Not all fun competitions have to be the top of the accuracy chain. I feel the Forum needs to promote new and those of us that shoot ok due to my hectic life, I don’t really have the spare time. Anyone can start a fun competition.


----------



## skropi (Mar 22, 2018)

If this forum didnt exist, I would have never taken up slingshot shooting. Plain and simple. 
All the helpful and kind people here, really go a long way in helping a newbie!


----------



## Tag (Jun 11, 2014)

What I meant to say was let’s get the newer and younger people involved


----------



## ghost0311/8541 (Jan 6, 2013)

I shot in a pistol competition and it had 20 playing cards you shot 5 cards with the backs faceing you and you got the face value the best hand one it was a chance and I had a lot of fun doing it that way.


----------



## Tag (Jun 11, 2014)

Sounds fun Ghost


----------



## skarrd (Jul 20, 2011)

when we were young we would take turns setting a pine cone in a difficult spot and then the other guy would have to turn around ,find it and shoot it,faster than anyone else to win,hmmmmm good times


----------



## devils son in law (Sep 2, 2014)

No sharp shooter here either but I have more fun than anyone when I'm popping my target! :target:


----------



## hoggy (Apr 17, 2017)

ghost0311/8541 said:


> I shot in a pistol competition and it had 20 playing cards you shot 5 cards with the backs faceing you and you got the face value the best hand one it was a chance and I had a lot of fun doing it that way.


that is so cool.


----------



## hoggy (Apr 17, 2017)

just for you mr. tag. the last time i shot before vacation, i hit my candle lid circle target. not once, but twice, with each slingshot.


----------



## mattwalt (Jan 5, 2017)

I also shoot for fun over accuracy. Its cool when you do connect regularly though.


----------



## skropi (Mar 22, 2018)

mattwalt said:


> I also shoot for fun over accuracy. Its cool when you do connect regularly though.

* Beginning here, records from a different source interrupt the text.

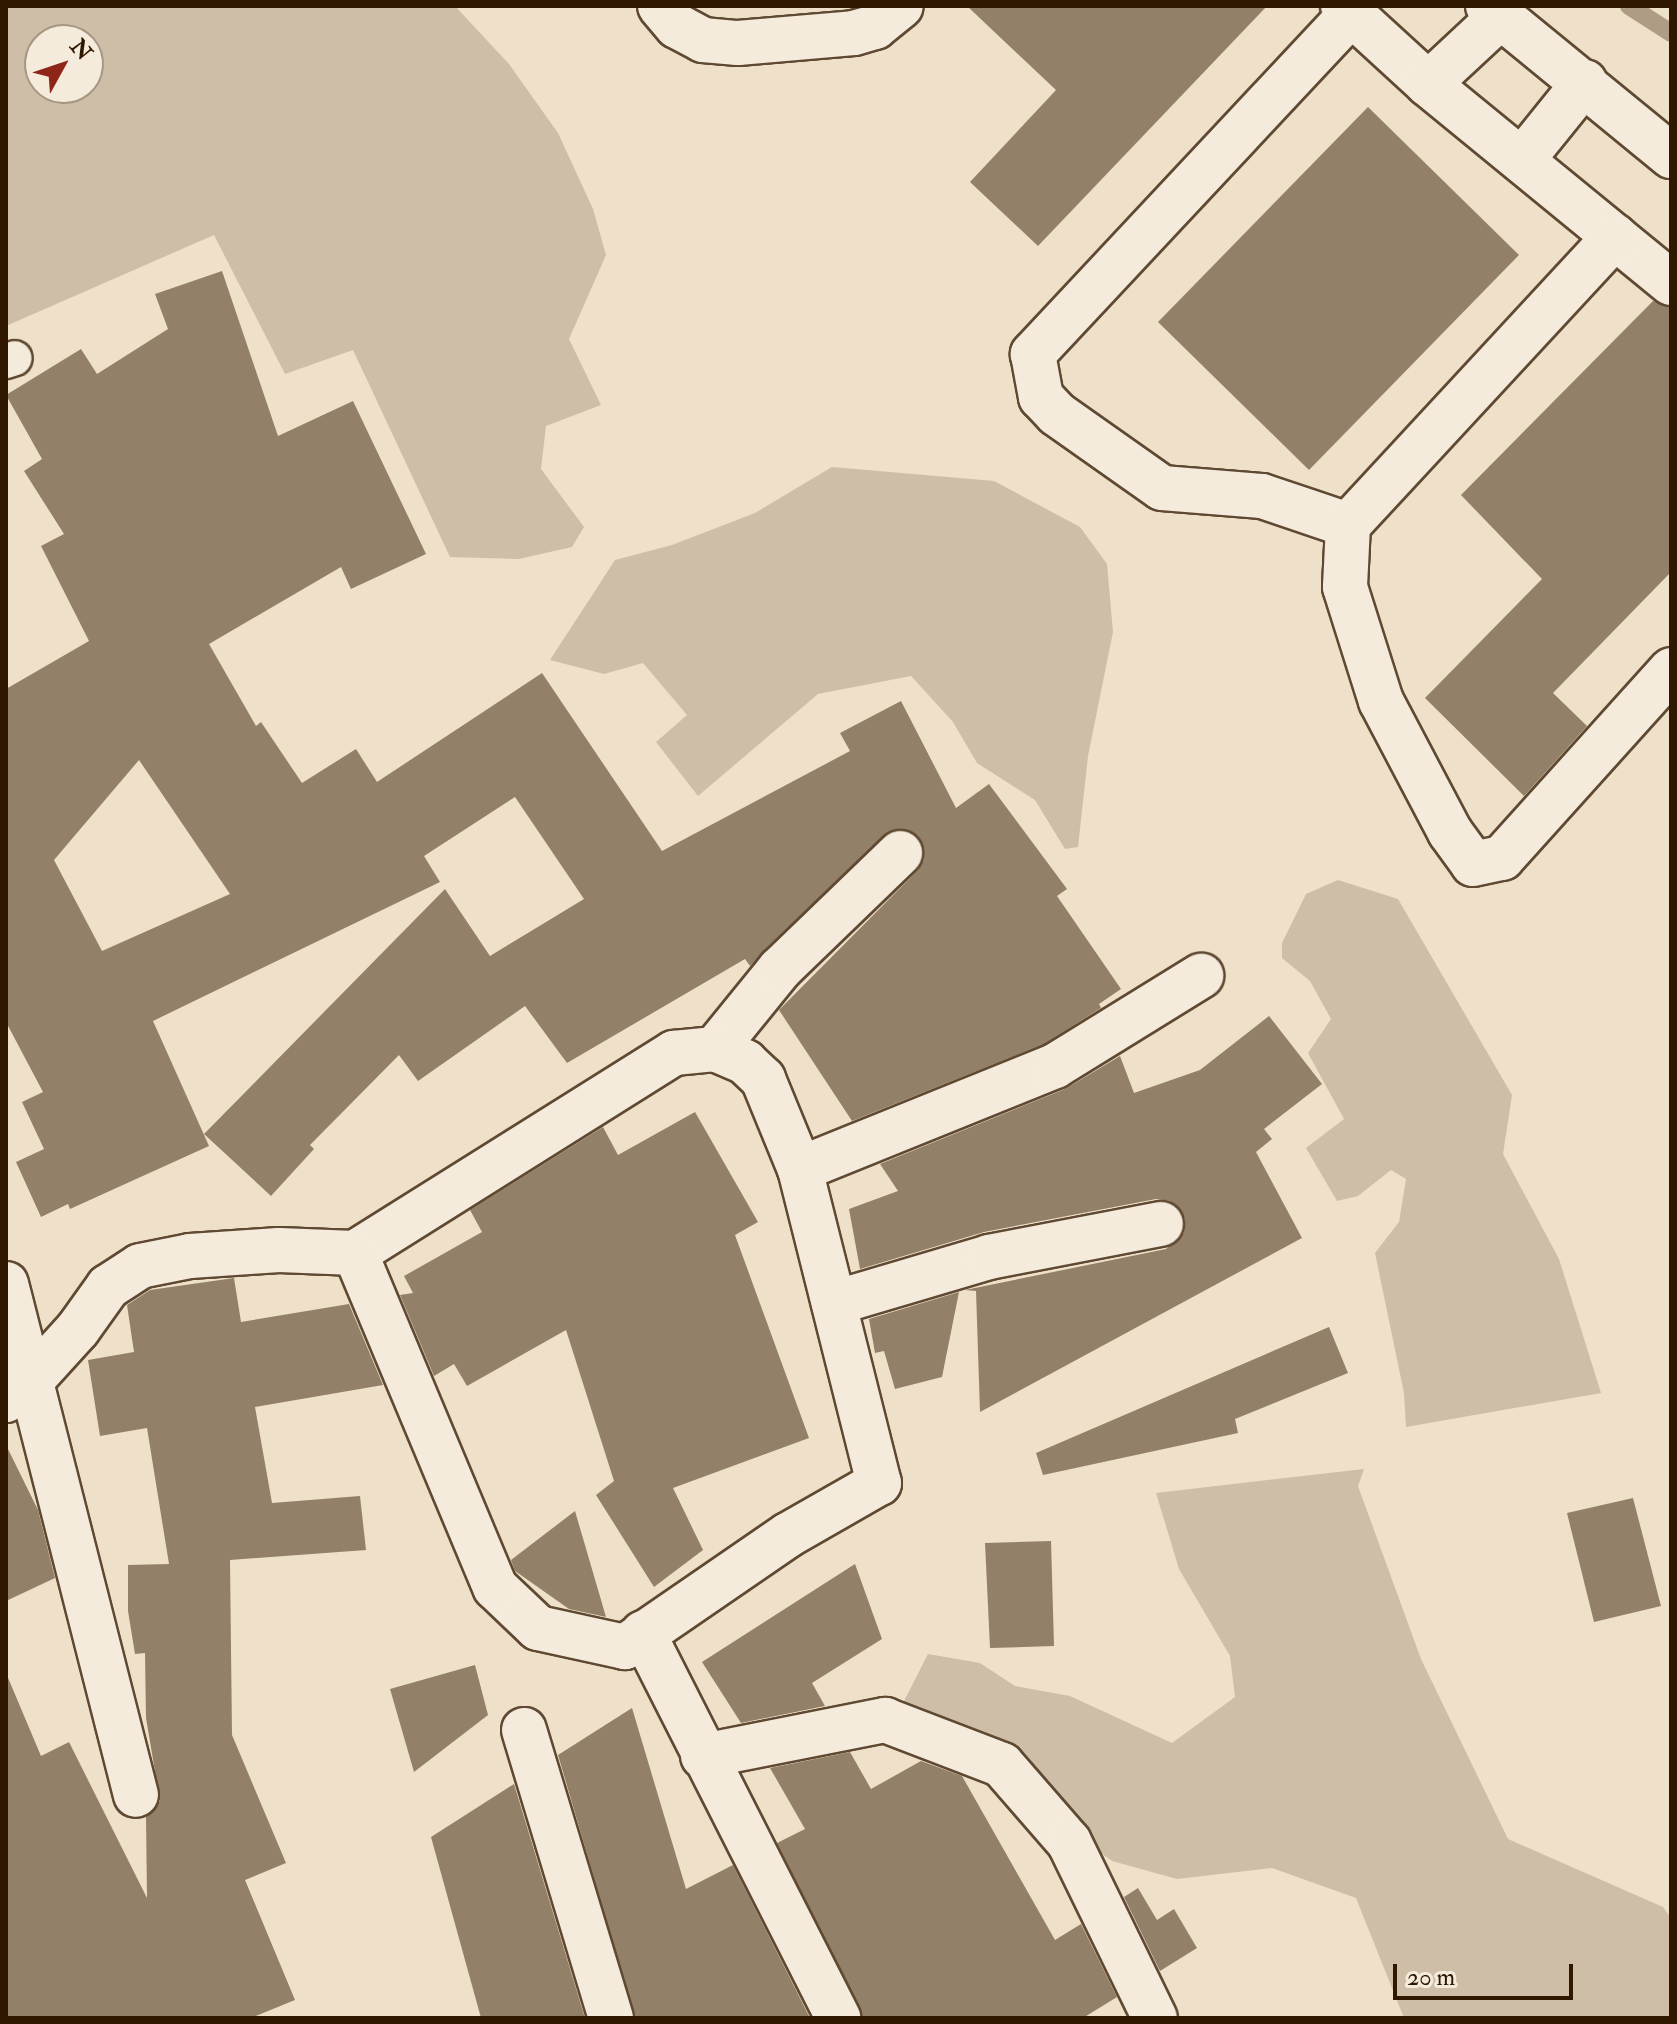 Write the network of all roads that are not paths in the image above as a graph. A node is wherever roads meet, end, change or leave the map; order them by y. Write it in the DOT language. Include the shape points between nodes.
graph roads {
  1 [pos="660,6"];
  2 [pos="901,6"];
  3 [pos="1347,10"];
  4 [pos="1495,11"];
  5 [pos="1585,82"];
  6 [pos="1428,84"];
  7 [pos="1671,156"];
  8 [pos="1522,160"];
  9 [pos="1615,237"];
  10 [pos="1671,283"];
  11 [pos="1348,525"];
  12 [pos="1671,670"];
  13 [pos="900,853"];
  14 [pos="1201,976"];
  15 [pos="715,1049"];
  16 [pos="800,1169"];
  17 [pos="1161,1224"];
  18 [pos="355,1253"];
  19 [pos="6,1284"];
  20 [pos="834,1303"];
  21 [pos="18,1392"];
  22 [pos="643,1633"];
  23 [pos="524,1730"];
  24 [pos="703,1756"];
  25 [pos="136,1795"];
  26 [pos="611,2018"];
  27 [pos="838,2018"];
  28 [pos="1155,2018"];
  1 -- 2 [label="street" via="677,26 703,40 738,43 854,33 875,27"];
  3 -- 6 [label="street"];
  3 -- 11 [label="street" via="1033,354 1041,397 1057,414 1162,488 1262,496"];
  4 -- 5 [label="street"];
  4 -- 6 [label="street"];
  5 -- 7 [label="street"];
  5 -- 8 [label="street"];
  6 -- 8 [label="street"];
  8 -- 9 [label="street"];
  9 -- 10 [label="street"];
  9 -- 11 [label="street"];
  11 -- 12 [label="street" via="1345,587 1381,701 1450,832 1473,864 1502,858"];
  13 -- 15 [label="street" via="780,969"];
  14 -- 16 [label="street" via="1055,1066"];
  15 -- 16 [label="street" via="745,1062 763,1079"];
  15 -- 18 [label="street" via="674,1053"];
  16 -- 20 [label="street"];
  17 -- 20 [label="street" via="989,1257"];
  18 -- 21 [label="street" via="264,1251 140,1266 108,1287"];
  18 -- 22 [label="street" via="495,1587 538,1628 625,1647"];
  19 -- 21 [label="street"];
  20 -- 22 [label="street" via="879,1483 788,1535"];
  21 -- 25 [label="street"];
  22 -- 24 [label="street"];
  23 -- 26 [label="street"];
  24 -- 27 [label="street"];
  24 -- 28 [label="street" via="885,1720 1002,1765 1069,1842"];
}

Yeah, it all depends. I wish I could take a carefree approach, but fun, for me, is simply trying to continually improve. To be honest, only lately, this last week, did I manage to actually have fun, in the way you all mean it, and this because I just overcame a plateau, made a jump in accuracy/consistency, and I just let fly with full confidence in each and every shot.
Thank god I am taking up archery too, I was afraid I would run out of things to torture me ????????????????


----------



## Tag (Jun 11, 2014)

Way to go Hoggy Thanks for sharing


----------



## PhrednurHead (Dec 29, 2018)

For me, I shoot almost exclusively .177 bb's and 1/4" steel due to price. I find tremendous enjoyment in can cutting with such small ammo. Cutting a can with 3/8" ammo only takes a few shots generally but when you start trying to cut a can with .177 bb's it can prove to be quite daunting.


----------



## Tag (Jun 11, 2014)

Welcome Phrednurhead Now that sounds like fun.


----------



## Flatband (Dec 18, 2009)

Well said Tag!


----------



## hoggy (Apr 17, 2017)

Tag said:


> Way to go Hoggy Thanks for sharing


thank you sir.


----------



## BushpotChef (Oct 7, 2017)

I'll try to think of a fun contest in the next few days, Good idea Tag!

Sent from my SM-T280 using Tapatalk


----------



## MikeyLikesIt (Oct 19, 2018)

On my lunch break today, I threw my empty soda can in the grass and started shooting it with clay pellets. They won't tear through it, but had enough impact to make it jump 6 inches. I chased it around for a good 10 minutes before going back in. I find that type of shooting a lot more fun than seriously shooting a target. It's just relaxation, mediation, and a little destruction to appeal to the child in you. So idea: What if you had a race to knock your can (or target of choice) across a finish line? Not only would you need to be accurate, but quick too. And strategy comes into play with your angles, going for maximum can jumping distance!


----------



## skarrd (Jul 20, 2011)

MikeyLikesIt said:


> On my lunch break today, I threw my empty soda can in the grass and started shooting it with clay pellets. They won't tear through it, but had enough impact to make it jump 6 inches. I chased it around for a good 10 minutes before going back in. I find that type of shooting a lot more fun than seriously shooting a target. It's just relaxation, mediation, and a little destruction to appeal to the child in you. So idea: What if you had a race to knock your can (or target of choice) across a finish line? Not only would you need to be accurate, but quick too. And strategy comes into play with your angles, going for maximum can jumping distance!


as kids we used pine cones and raced them this way,it was a lot of fun,now we got aluminium cans though


----------



## PhrednurHead (Dec 29, 2018)

MikeyLikesIt said:


> On my lunch break today, I threw my empty soda can in the grass and started shooting it with clay pellets. They won't tear through it, but had enough impact to make it jump 6 inches. I chased it around for a good 10 minutes before going back in. I find that type of shooting a lot more fun than seriously shooting a target. It's just relaxation, mediation, and a little destruction to appeal to the child in you. So idea: What if you had a race to knock your can (or target of choice) across a finish line? Not only would you need to be accurate, but quick too. And strategy comes into play with your angles, going for maximum can jumping distance!


I tried something sort of like this in an extremely large and empty parking lot. Not only does it give you an opportunity to work on shot placement but you can also work on shooting moving targets if you hit your can just right or when the wind blows and sends your can rolling.


----------



## MOJAVE MO (Apr 11, 2018)

I channel my 7 year old self everytime I 'go shootin'. Sometimes I don't shoot but just wander around thinking about shooting with my hand wrapped around the sling in my pocket. I know I can hit stuff so if I have a mind I pick something just beyond my accurate distance and wail away trying to get that 'impossible' shot. I dunno. My sling is my adult pass out of my reality.

Sent from my SM-G965U using Tapatalk


----------



## Tag (Jun 11, 2014)

Very well said Mo


----------



## AKA Forgotten (Jan 26, 2019)

I think chasing a can around the ground is my favourite game. In my version I start by shooting it off a tree stump or branch in a wooded area and then try hit it where it lands. Adding to the fun is having to move around to get a shot as it hides in the foliage or behind trees and every shot is from a different range.


----------